*Assigned task*: Please print the entries exactly, omitting each image.

*The input*:
BEGIN

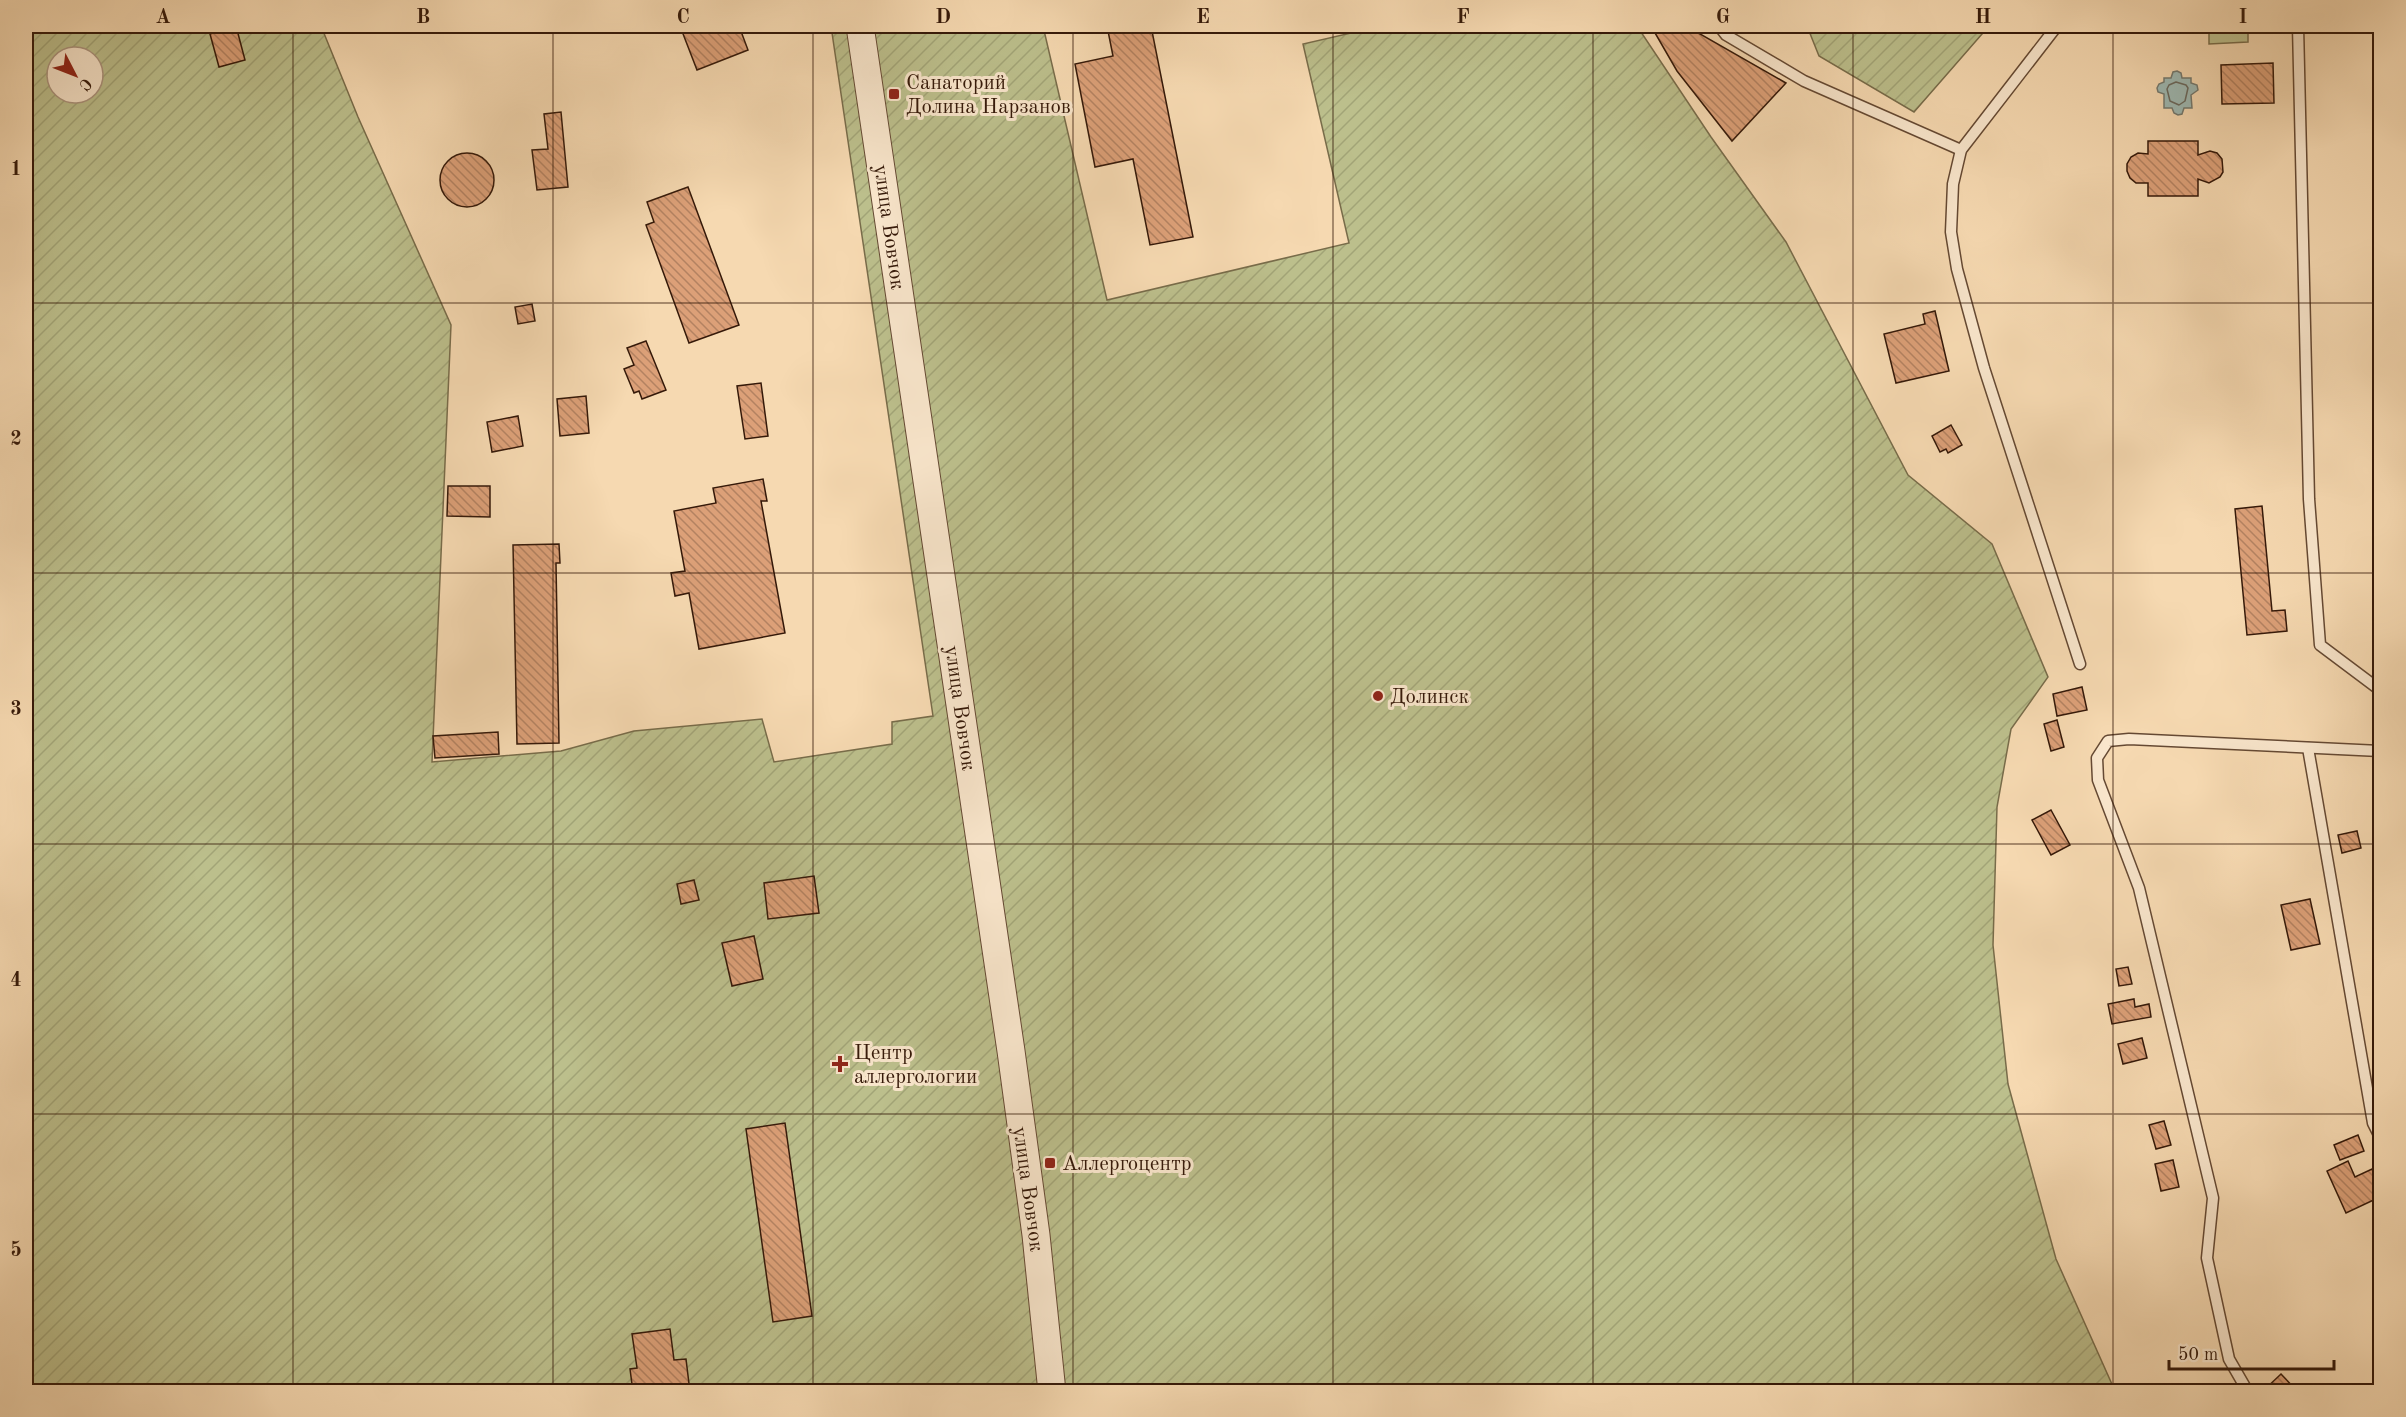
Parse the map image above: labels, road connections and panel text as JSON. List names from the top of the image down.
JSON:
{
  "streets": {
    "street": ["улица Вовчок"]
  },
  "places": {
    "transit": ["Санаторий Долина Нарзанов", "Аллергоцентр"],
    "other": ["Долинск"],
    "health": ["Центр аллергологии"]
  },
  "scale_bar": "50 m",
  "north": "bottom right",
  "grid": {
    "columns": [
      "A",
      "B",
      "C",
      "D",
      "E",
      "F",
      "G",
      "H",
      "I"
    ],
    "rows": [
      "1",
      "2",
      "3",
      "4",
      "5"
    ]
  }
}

END

*Expected answer*:
Parse the map image above: labels, road connections and panel text as JSON. List names from the top of the image down.
JSON:
{
  "streets": {
    "street": ["улица Вовчок"]
  },
  "places": {
    "transit": ["Санаторий Долина Нарзанов", "Аллергоцентр"],
    "other": ["Долинск"],
    "health": ["Центр аллергологии"]
  },
  "scale_bar": "50 m",
  "north": "bottom right",
  "grid": {
    "columns": [
      "A",
      "B",
      "C",
      "D",
      "E",
      "F",
      "G",
      "H",
      "I"
    ],
    "rows": [
      "1",
      "2",
      "3",
      "4",
      "5"
    ]
  }
}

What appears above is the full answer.